Suki Waterhouse Channels Edith Piaf in Shimmering ‘OMG’ Video

Suki Waterhouse channels Edith Piaf in the video for “OMG,” her shimmery new single.

The singer, model, and Daisy Jones & the Six actress had teased the new song on social media for days, finally releasing it. “It’s really, really the best way to start my year,” she tells Rolling Stone, on a call from Los Angeles. “I’ve been holding onto it for a while.”

The track, co-written with Natalie Findlay, is a synthy, sleazy rocker with the kind of anthemic chorus that will be in your head for days. It’s a chorus that did not come easily, by the way. “We started half the song and then put it to the side,” she says. “We were like, ‘It’s not working.’ And then two months went by and we were back in the studio, and suddenly this chorus came out with this energy around it.”

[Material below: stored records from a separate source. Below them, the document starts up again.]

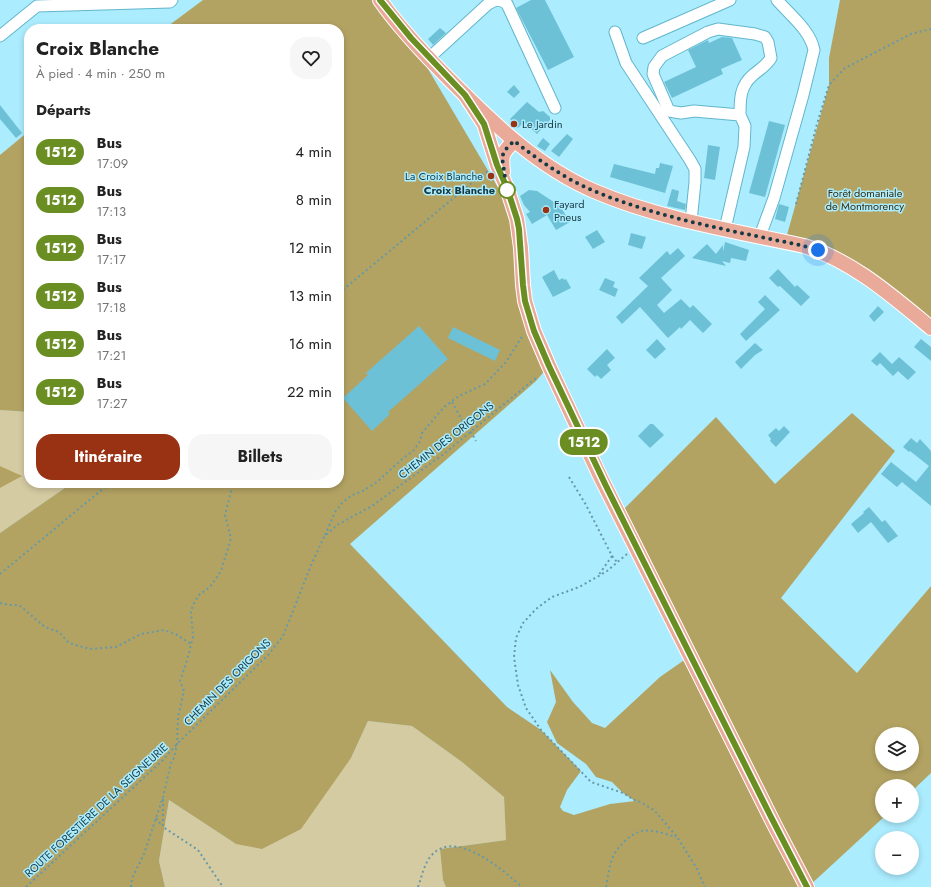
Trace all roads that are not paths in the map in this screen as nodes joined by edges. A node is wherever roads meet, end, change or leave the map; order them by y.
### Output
1 (172, 0) edge
2 (380, 0) edge
3 (496, 0) edge
4 (730, 0) edge
5 (777, 0) edge
6 (615, 32) dead end
7 (0, 36) edge
8 (643, 38) dead end
9 (429, 58) junction
10 (465, 95) junction
11 (555, 108) dead end
12 (740, 115) junction
13 (512, 139) junction
14 (492, 150) junction
15 (507, 188) junction
16 (691, 222) junction
17 (725, 229) junction
18 (760, 236) junction
19 (931, 328) edge
20 (807, 887) edge

1 - 7 lane
2 - 9 main road
3 - 9 lane
3 - 11 lane
4 - 8 lane
5 - 18 lane
6 - 16 lane
9 - 10 main road
10 - 13 main road
10 - 14 main road
12 - 12 lane
12 - 17 lane
13 - 14 main road
13 - 15 main road
13 - 16 main road
14 - 15 main road
15 - 20 main road
16 - 17 main road
17 - 18 main road
18 - 19 main road

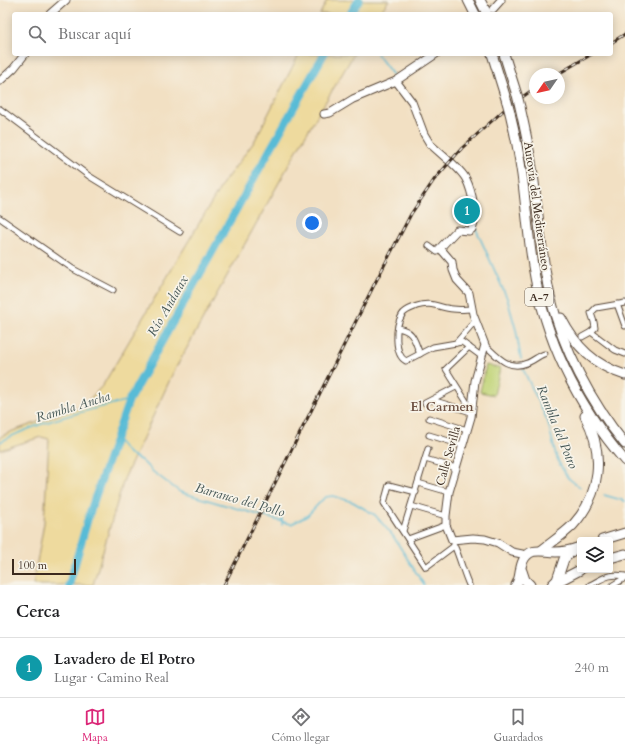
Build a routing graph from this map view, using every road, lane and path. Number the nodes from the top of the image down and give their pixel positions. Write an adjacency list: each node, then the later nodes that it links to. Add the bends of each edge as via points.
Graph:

“It’s such an anxious state when I’m trying to put together a song, because you always feel like you are on the edge of something,” she adds. “It’s really about going against the intellect and into the instinct of the song. That’s what I find so fascinating about writing. It’s really the most tedious, delicate process, so dependent on whether you can get out of your own way that day.”

The video, shot in Panavision and directed by Émilie Richard-Froozan, features Waterhouse in a greenhouse, wearing a vibrant red dress and drawn-on eyebrows à la Piaf. Check it out below.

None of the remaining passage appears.